I've been trying to focus on my social life so I don't end up sitting here upset all the time. Having my brother right here in the house has been great, since we both get along insanely well compared to pretty much every single other set of siblings I've ever met or heard of. :) I want to spend even more time with him than I currently actually do.

My friend Josh has been having movie parties as usual, even though he now lives in Baltimore with his wife Maria. He comes back to town and has the parties in his dad's basement (which is where he has the huge projector screen and über sound system. Mmmm.) I haven't been able to spend much time with him individually. No surprise, since he's always busy AND now he lives further away. Not to mention he's Orlando's #1 emotional support now, it would seem... Josh and I do get to talk on ICQ a lot, which is really good.

So, in terms of actually hanging out and going places and doing stuff, I've been doing lots of that with my other friend flyingcar.
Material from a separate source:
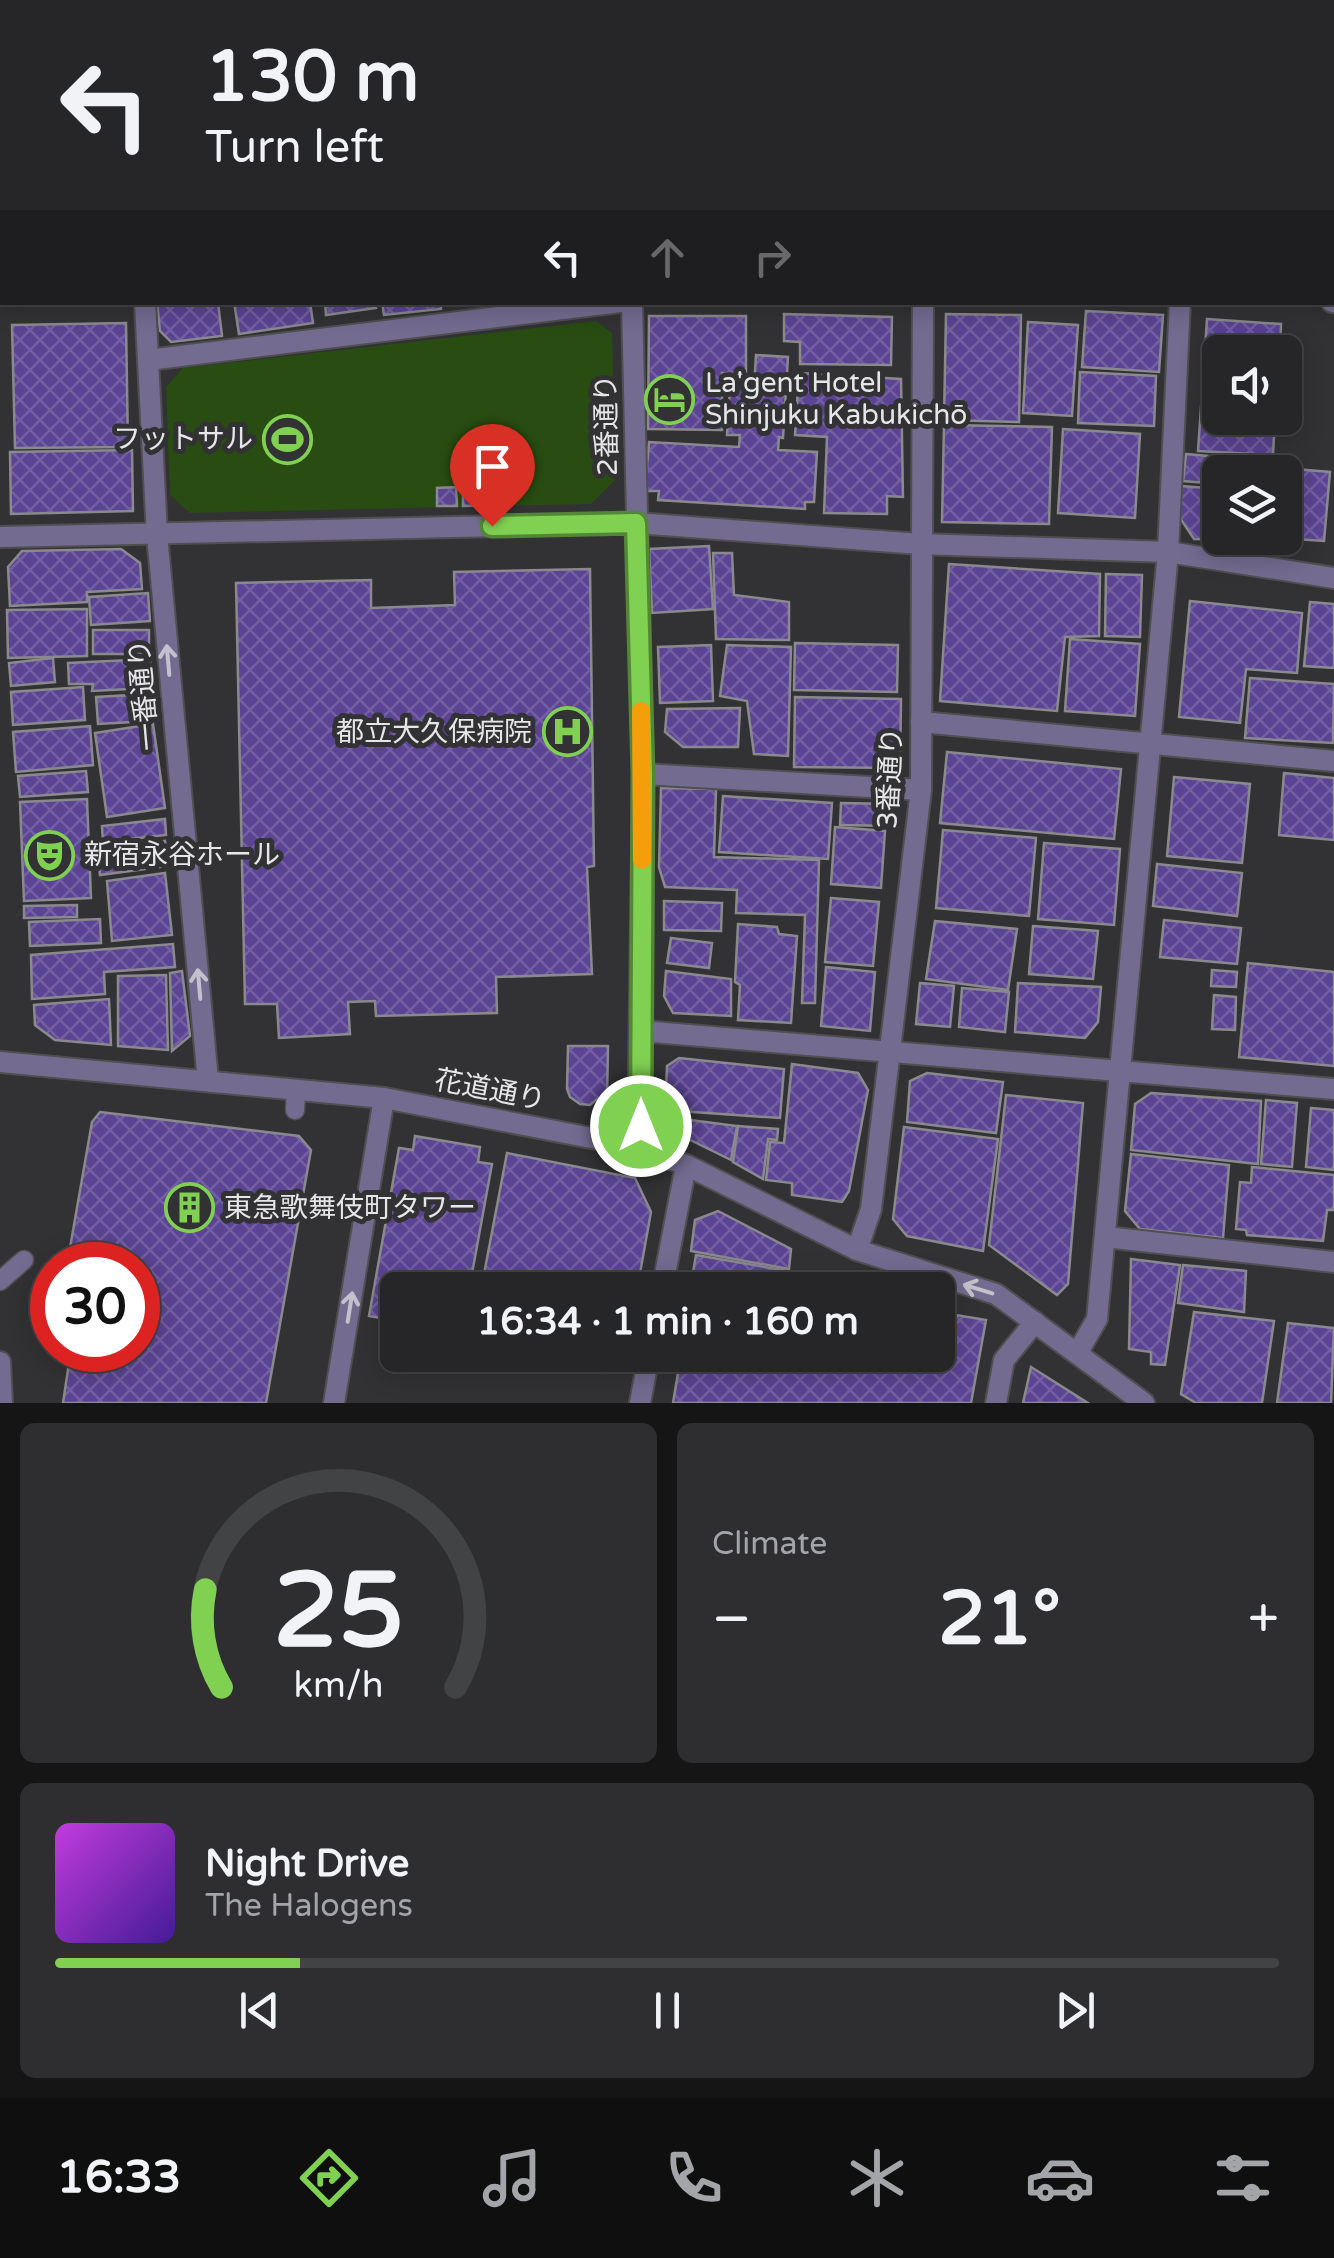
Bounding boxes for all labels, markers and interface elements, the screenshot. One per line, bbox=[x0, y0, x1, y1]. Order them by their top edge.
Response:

Not that that's really NEW, since he was my designated go-to guy whenever I wanted to go out and Orlando didn't feel like it. Heh. My theory was always that Orlando was relieved to be off the hook, and I knew he liked having time by himself at home... ANYWAY, ahem, present-day. So I've been spending that much MORE time with flyingcar, and it's been really great. Fun, supportive, trying new things, yadda. Plus he knows exactly where I'm coming from emotionally, so, he doesn't have any problems with the issues I'm still trying to digest emotionally... so... I'm a little more comfortable dumping on him and Josh than on say, the people in the next paragraph:

I'm also starting to actually have friends at work, which is a novelty for me. FEMALE friends, no less! I think I might be some kind of a sexist, I'm usually predisposed against girls. Erm... Women. Females. It's so weird to be old enough to call them anything but 'girls'.... Ahem. So. For example, my high-geek-factor work-friend Jess and I got memberships to the gym at work, and we go after hours periodically. It's SOOO much more fun with company. She and I keep meaning to get together more after work but I've seldom managed to actually make the time (I've worked lots of overtime recently).
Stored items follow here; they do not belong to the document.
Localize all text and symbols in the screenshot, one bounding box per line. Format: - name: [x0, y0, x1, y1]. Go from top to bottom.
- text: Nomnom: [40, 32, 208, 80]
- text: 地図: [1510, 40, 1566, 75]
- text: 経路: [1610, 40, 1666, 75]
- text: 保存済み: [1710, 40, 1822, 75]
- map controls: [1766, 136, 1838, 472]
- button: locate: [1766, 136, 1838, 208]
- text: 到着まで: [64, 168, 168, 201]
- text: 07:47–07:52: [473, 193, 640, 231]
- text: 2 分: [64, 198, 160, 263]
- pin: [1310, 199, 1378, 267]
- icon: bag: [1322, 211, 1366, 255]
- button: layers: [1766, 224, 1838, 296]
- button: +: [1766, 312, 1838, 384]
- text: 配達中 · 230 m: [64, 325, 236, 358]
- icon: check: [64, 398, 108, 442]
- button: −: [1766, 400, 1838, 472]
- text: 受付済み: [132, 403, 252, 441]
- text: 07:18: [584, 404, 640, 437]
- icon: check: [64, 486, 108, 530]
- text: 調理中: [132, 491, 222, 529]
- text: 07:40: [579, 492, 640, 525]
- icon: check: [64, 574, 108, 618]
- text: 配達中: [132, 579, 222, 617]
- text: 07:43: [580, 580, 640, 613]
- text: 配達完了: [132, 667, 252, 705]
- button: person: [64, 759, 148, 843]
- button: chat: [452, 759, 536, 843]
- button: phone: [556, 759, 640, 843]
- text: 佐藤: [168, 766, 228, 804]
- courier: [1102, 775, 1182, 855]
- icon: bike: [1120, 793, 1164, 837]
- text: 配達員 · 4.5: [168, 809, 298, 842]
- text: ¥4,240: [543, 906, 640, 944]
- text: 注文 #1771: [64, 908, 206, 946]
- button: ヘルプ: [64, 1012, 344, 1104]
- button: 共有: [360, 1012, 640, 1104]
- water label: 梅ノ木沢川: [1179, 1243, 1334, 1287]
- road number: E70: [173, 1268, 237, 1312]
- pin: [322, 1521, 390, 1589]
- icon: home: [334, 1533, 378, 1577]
Work itself has had some really busy periods, but overall I like it much better than before now that I'm back with Maya's group (where I started). Plus I just got a raise yesterday, which I desperately needed now that I'm going to be my own sole wage earner. Of course, someone ALSO opened a scary envelope with white powder in it yesterday, and we all got quarantined with the air system shut down for an hour while the fire department and biocontainment people checked it all out... they did some kind of instant test to determine that it wasn't anthrax, and un-quarantined us. Of course, I wonder what it actually was (and whether it's pathogenic)...
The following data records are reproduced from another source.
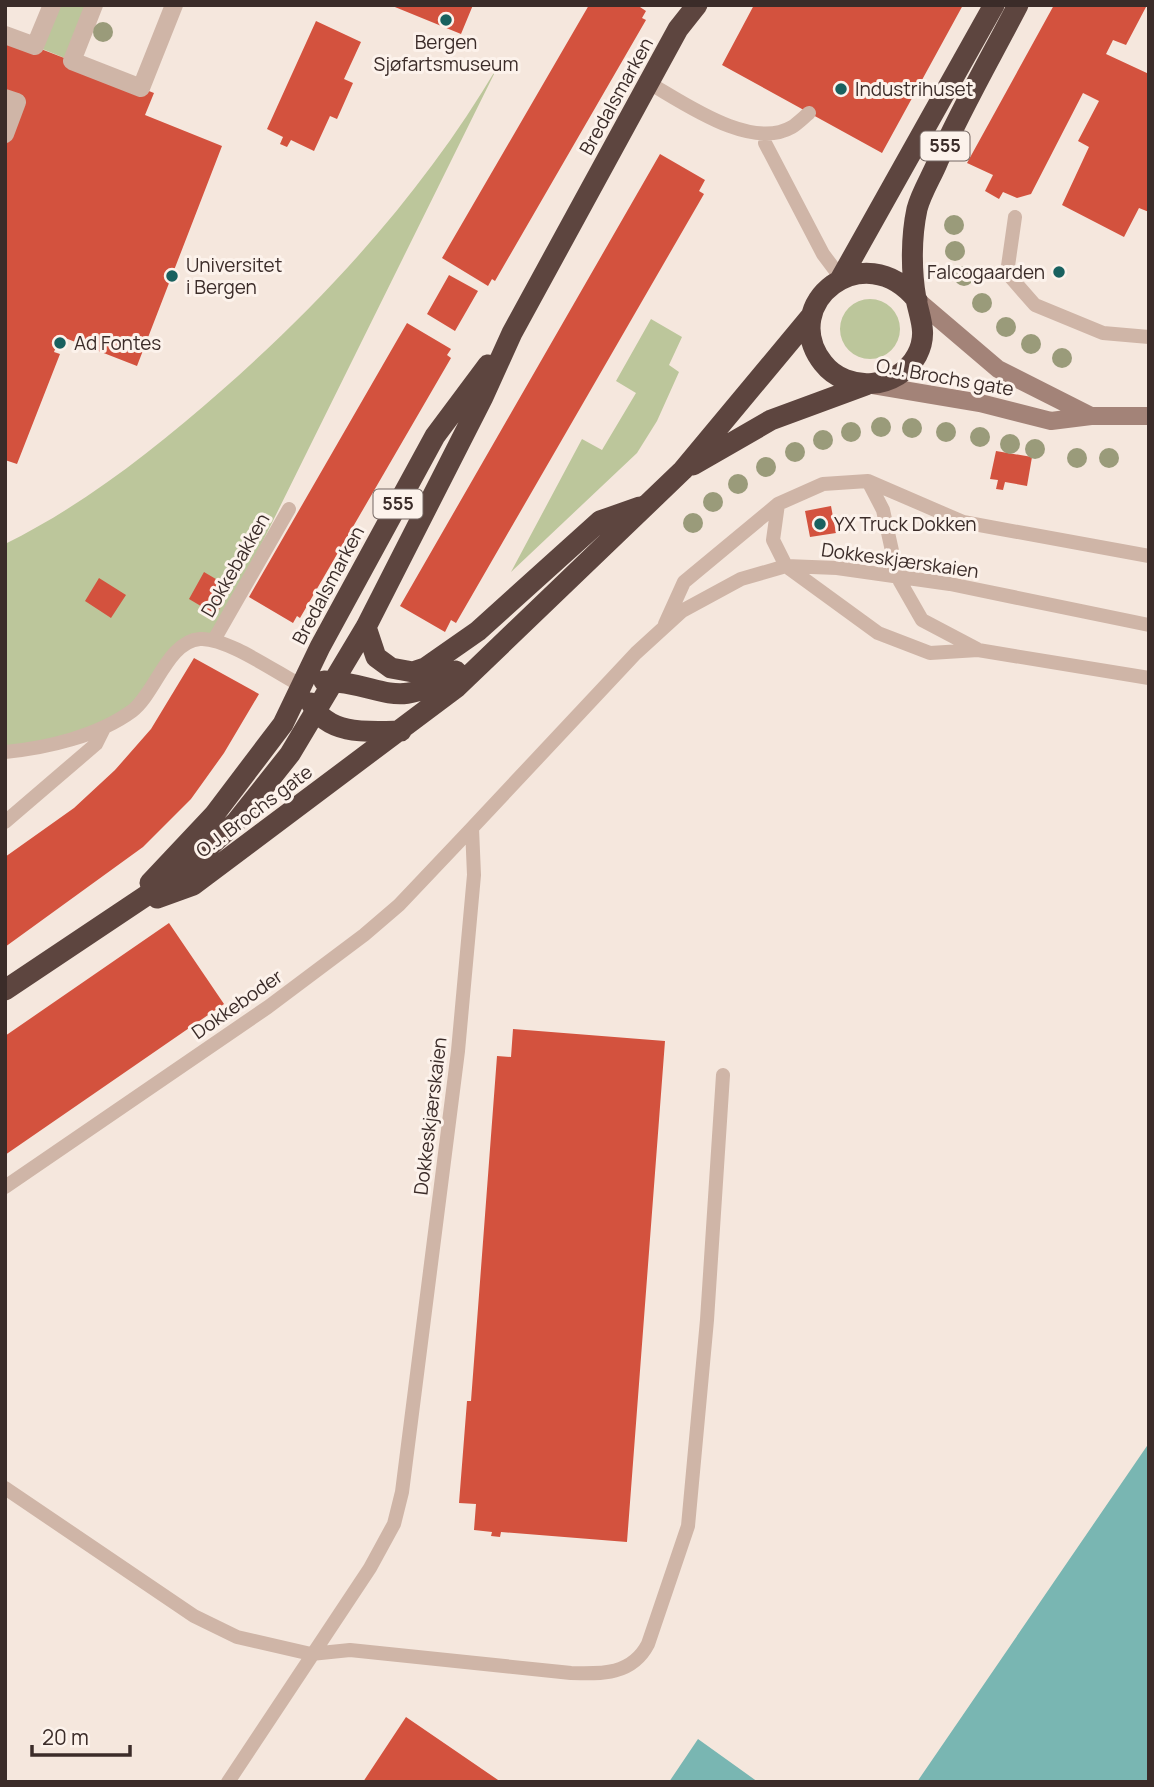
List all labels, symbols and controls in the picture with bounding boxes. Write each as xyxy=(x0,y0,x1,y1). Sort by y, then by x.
marker: Bergen Sjøfartsmuseum xyxy=(438,12,454,28)
place label: Bergen Sjøfartsmuseum xyxy=(373,29,519,77)
street label: Bredalsmarken xyxy=(573,33,659,159)
place label: Industrihuset xyxy=(855,76,973,102)
marker: Industrihuset xyxy=(833,81,849,97)
road number: 555 xyxy=(920,132,970,160)
place label: Universitet i Bergen xyxy=(186,252,282,300)
place label: Falcogaarden xyxy=(927,259,1045,285)
marker: Falcogaarden xyxy=(1051,264,1067,280)
marker: Universitet i Bergen xyxy=(164,268,180,284)
place label: Ad Fontes xyxy=(74,330,161,356)
marker: Ad Fontes xyxy=(52,335,68,351)
street label: O.J. Brochs gate xyxy=(874,352,1016,402)
road number: 555 xyxy=(374,490,422,518)
street label: Dokkebakken xyxy=(195,508,275,622)
place label: YX Truck Dokken xyxy=(834,511,977,537)
marker: YX Truck Dokken xyxy=(812,516,828,532)
street label: Bredalsmarken xyxy=(286,521,370,649)
street label: Dokkeskjærskaien xyxy=(820,536,980,584)
street label: O.J. Brochs gate xyxy=(191,759,317,863)
street label: Dokkeboder xyxy=(186,963,288,1045)
street label: Dokkeskjærskaien xyxy=(407,1036,453,1196)
scale bar xyxy=(32,1714,130,1758)
text: 20 m xyxy=(42,1723,89,1751)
Creatively? Eh. I've been really, really uninspired for the longest time. Since the enthusiasm of my trip to L.A. last November (wow, that was a year ago now?!) I've really bottomed out. Of course it was a direct function of trying to focus all my effort and emotions and idea-power on other issues (like my disintegrating relationship)... But, now I'm starting to slowly feel more like normal again. Happy even, at least sometimes. It's a foreign but very positive feeling! And, I find my old creative gears starting to turn again in my head, shedding quite a few flakes of year-old rust into my reptilian hindbrain.

I plan to talk more about my current inspirations in tomorrow's journal entry, since this IS an art journal supposedly, after all, not just a "Let's hear about Jen's traumadrama" forum. Heh.